The Facebook Smartphone Experience

facebook smartphone

Some rumors die. Some come back to haunt us. This one has already died twice and is now back the third time. Only this time it looks more solid. Nick Bilton from The New York Times reported that Facebook could be making its own smartphone for real this time. Apparently Facebook has been hiring engineers who have previously worked on the iPhone and iPad at Apple. This would be Facebook’s third attempt (read noob attempt) at making a smartphone. As per the report, Facebook may launch its smartphone in the market as early as next year. That’s of course if they’re able to pull off something amazing.

Let’s take a look at what the Facebook smartphone could look like, both in therms of software and hardware:


Facebook is a software company. For their smartphone to really stand out, they would need to focus on the software. Now if you take a look around – the iOS is already an industry leader in the smartphone market, Android has found love amongst several manufacturers, Microsoft is still working hard on making sure their next edition of Windows Phone OS is an absolute killer and RIM, well, they’re doing stuff too.

Facebook could gamble and work on its own OS from scratch. That, I think, would be a dick move. Reinventing the wheel isn’t going to win any battle of thrones err..smartphones I mean. The safest bet for Facebook could be to buy an existing smartphone operating system or go with Google’s open source mobile operating system – Android. Seems highly unlikely that Facebook will shake hands with those who must not be evil.

Seriously thinking, the Facebook operating system might be as simple as an app. Yes, it could be one big Facebook mobile application that further allows you to control and operate your smartphone.

facebook phone software

Just like Google pitched its Chrome OS as a browser – Facebook’s smartphone OS might just be based on a smartphone running an enhanced version of the Facebook mobile application.

Come to think of it and Facebook already has everything it needs. An app for messaging and chatting, an app for social networking (duh!), a Camera app and even another photos app worth billions, Instagram. All this along with the existing app store it launched recently, which can be further enhanced to support a smartphone experience. They just need to stich everything together and present it in a way that makes it appealing to users. Personally, I just hope the OS doesn’t suck like their native mobile applications.

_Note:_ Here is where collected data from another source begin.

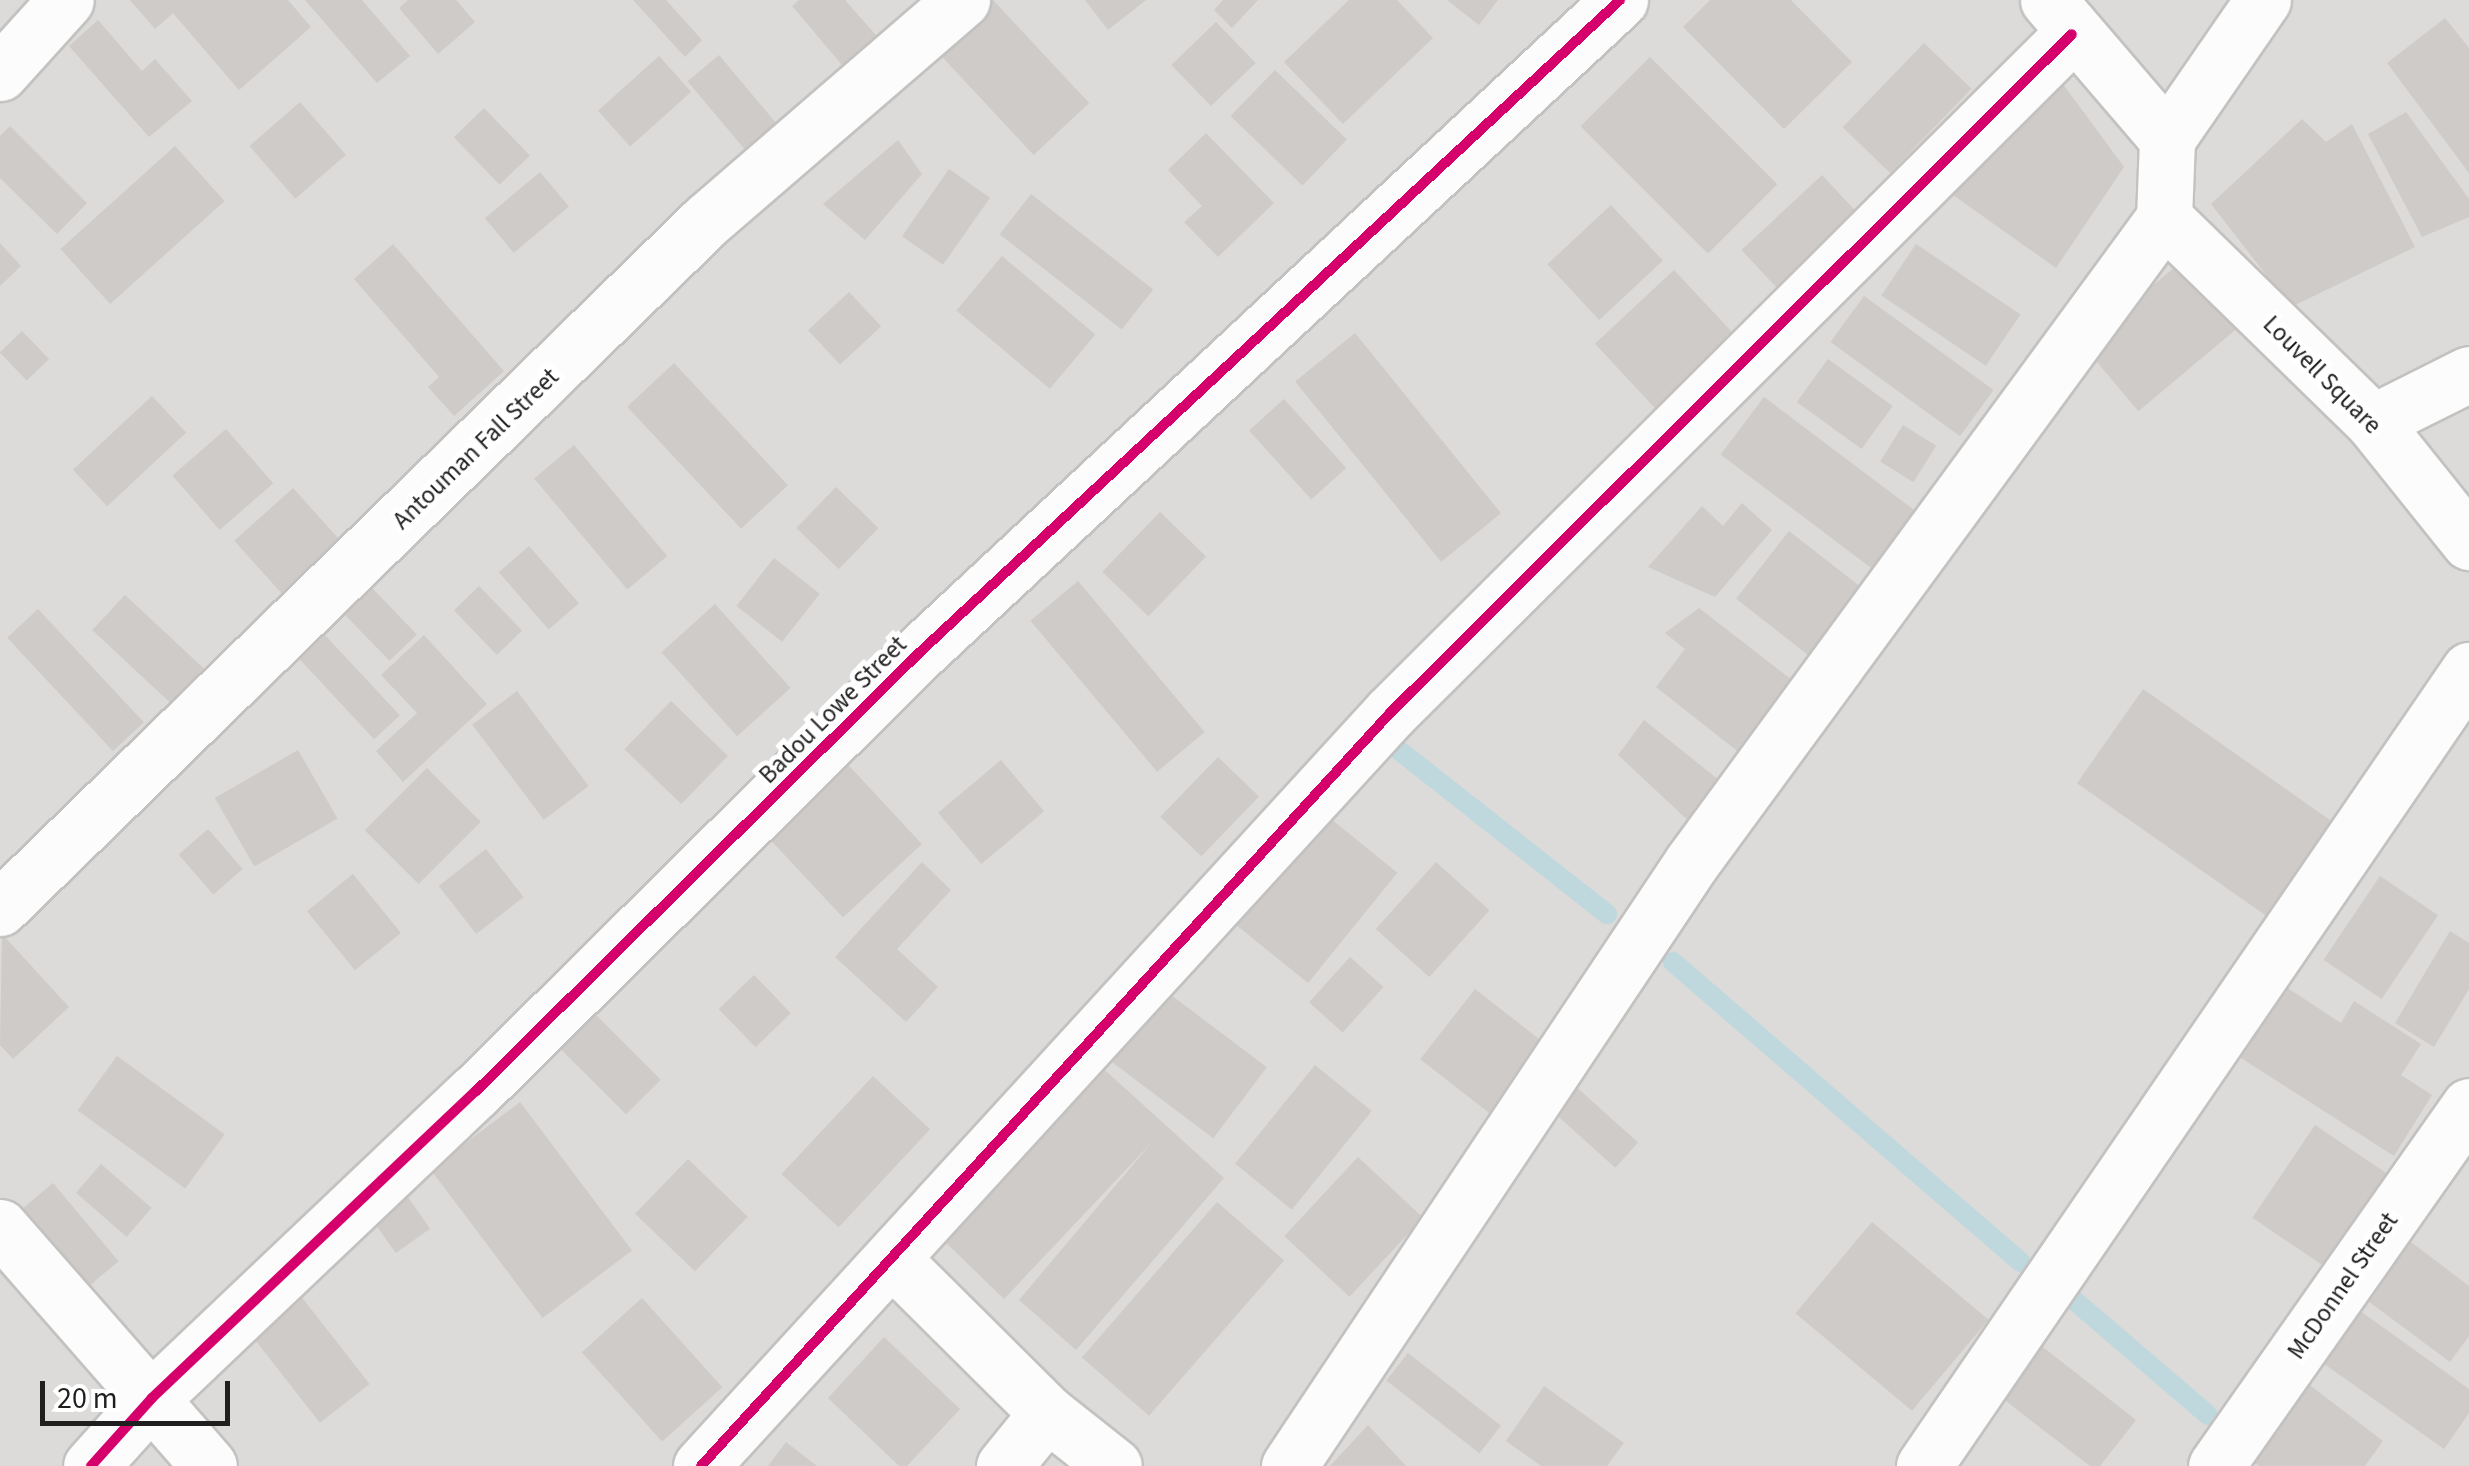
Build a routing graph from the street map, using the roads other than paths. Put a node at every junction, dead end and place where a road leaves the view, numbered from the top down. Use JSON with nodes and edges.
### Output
{"nodes":[{"id":1,"x":66,"y":0,"type":"edge"},
{"id":2,"x":962,"y":0,"type":"edge"},
{"id":3,"x":1620,"y":0,"type":"edge"},
{"id":4,"x":2263,"y":0,"type":"edge"},
{"id":5,"x":2060,"y":17,"type":"edge"},
{"id":6,"x":0,"y":73,"type":"edge"},
{"id":7,"x":2167,"y":138,"type":"junction"},
{"id":8,"x":2164,"y":218,"type":"junction"},
{"id":9,"x":2469,"y":374,"type":"edge"},
{"id":10,"x":2373,"y":422,"type":"junction"},
{"id":11,"x":2469,"y":542,"type":"edge"},
{"id":12,"x":2469,"y":670,"type":"edge"},
{"id":13,"x":0,"y":908,"type":"edge"},
{"id":14,"x":2469,"y":1106,"type":"edge"},
{"id":15,"x":0,"y":1227,"type":"edge"},
{"id":16,"x":892,"y":1259,"type":"junction"},
{"id":17,"x":152,"y":1398,"type":"junction"},
{"id":18,"x":1047,"y":1413,"type":"junction"},
{"id":19,"x":90,"y":1466,"type":"edge"},
{"id":20,"x":209,"y":1466,"type":"edge"},
{"id":21,"x":701,"y":1466,"type":"edge"},
{"id":22,"x":1004,"y":1466,"type":"edge"},
{"id":23,"x":1114,"y":1466,"type":"edge"},
{"id":24,"x":1289,"y":1466,"type":"edge"},
{"id":25,"x":1924,"y":1466,"type":"edge"},
{"id":26,"x":2216,"y":1466,"type":"edge"}],
"edges":[{"from":1,"to":6,"type":"street"},
{"from":2,"to":13,"type":"street","name":"Antouman Fall Street"},
{"from":3,"to":17,"type":"street","name":"Badou Lowe Street"},
{"from":4,"to":7,"type":"street"},
{"from":5,"to":7,"type":"street"},
{"from":5,"to":16,"type":"street"},
{"from":7,"to":8,"type":"street"},
{"from":8,"to":10,"type":"street","name":"Louvell Square"},
{"from":8,"to":24,"type":"street"},
{"from":9,"to":10,"type":"street"},
{"from":10,"to":11,"type":"street","name":"Louvell Square"},
{"from":12,"to":25,"type":"street"},
{"from":14,"to":26,"type":"street","name":"McDonnel Street"},
{"from":15,"to":17,"type":"street"},
{"from":16,"to":18,"type":"street"},
{"from":16,"to":21,"type":"street"},
{"from":17,"to":19,"type":"street","name":"Badou Lowe Street"},
{"from":17,"to":20,"type":"street"},
{"from":18,"to":22,"type":"street"},
{"from":18,"to":23,"type":"street"}]}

The Facebook smartphone ecosystem could be driven by content partners as well as applications developers who have been successful at making apps for Facebook earlier. Facebook Credits might play a significant role in the smartphone experience. Imagine being able to buy apps at retail stores via Facebook Credits. I can’t help but feel sorry for myself when I think of it – my friends playing idiotic games on Facebook to earn some Credits so they could use them.

The social experience of a Facebook smartphone may be dull, ugly and even boring at times, much like the Facebook web experience as of now. But you’ll still find yourself addicted to it because of the very same reason – all your friends are on Facebook.

Facebook phone hardware


This is the part where Facebook might run into a trouble. It has zero hardware experience and it just doesn’t have the juice to compete with major manufacturers, given its current situation. It has a lot of money in the bank, agreed, but will it spend all of it setting up a hardware unit? Or may be even buying one? Looks unpromising as a proposal.

Instead, Facebook could partner with a hardware company. Rumors had it that they had attempted one with HTC the last time around but it didn’t quite materialize. This time around things are much different.

Facebook is looking for alternate sources of revenue and mobile phone manufacturers are ready to do anything for more market share. Heck, RIM would strip naked for just a partnership.

So how would a Facebook phone look like? Well, pretty much how all smartphones look like – the iPhone. Ideally it could be a full touchscreen device. It could include a dedicated button like the home screen on most phones to launch the main menu along with other essential buttons such as a volume rockers and a power on/off button.

Camera optics can be easily outsourced. A decent 8MP camera would be great if it comes with almost zero shutter lag. Facebook doesn’t need to pull off a Nokia 404 here. Other hardware specifications could be – a dual core processor (pretty much a standard now) as I don’t think Facebook-ers need quad core madness, decent amount of RAM – considering Facebook’s current state I’d say a minimum of a gigabyte should be sufficient.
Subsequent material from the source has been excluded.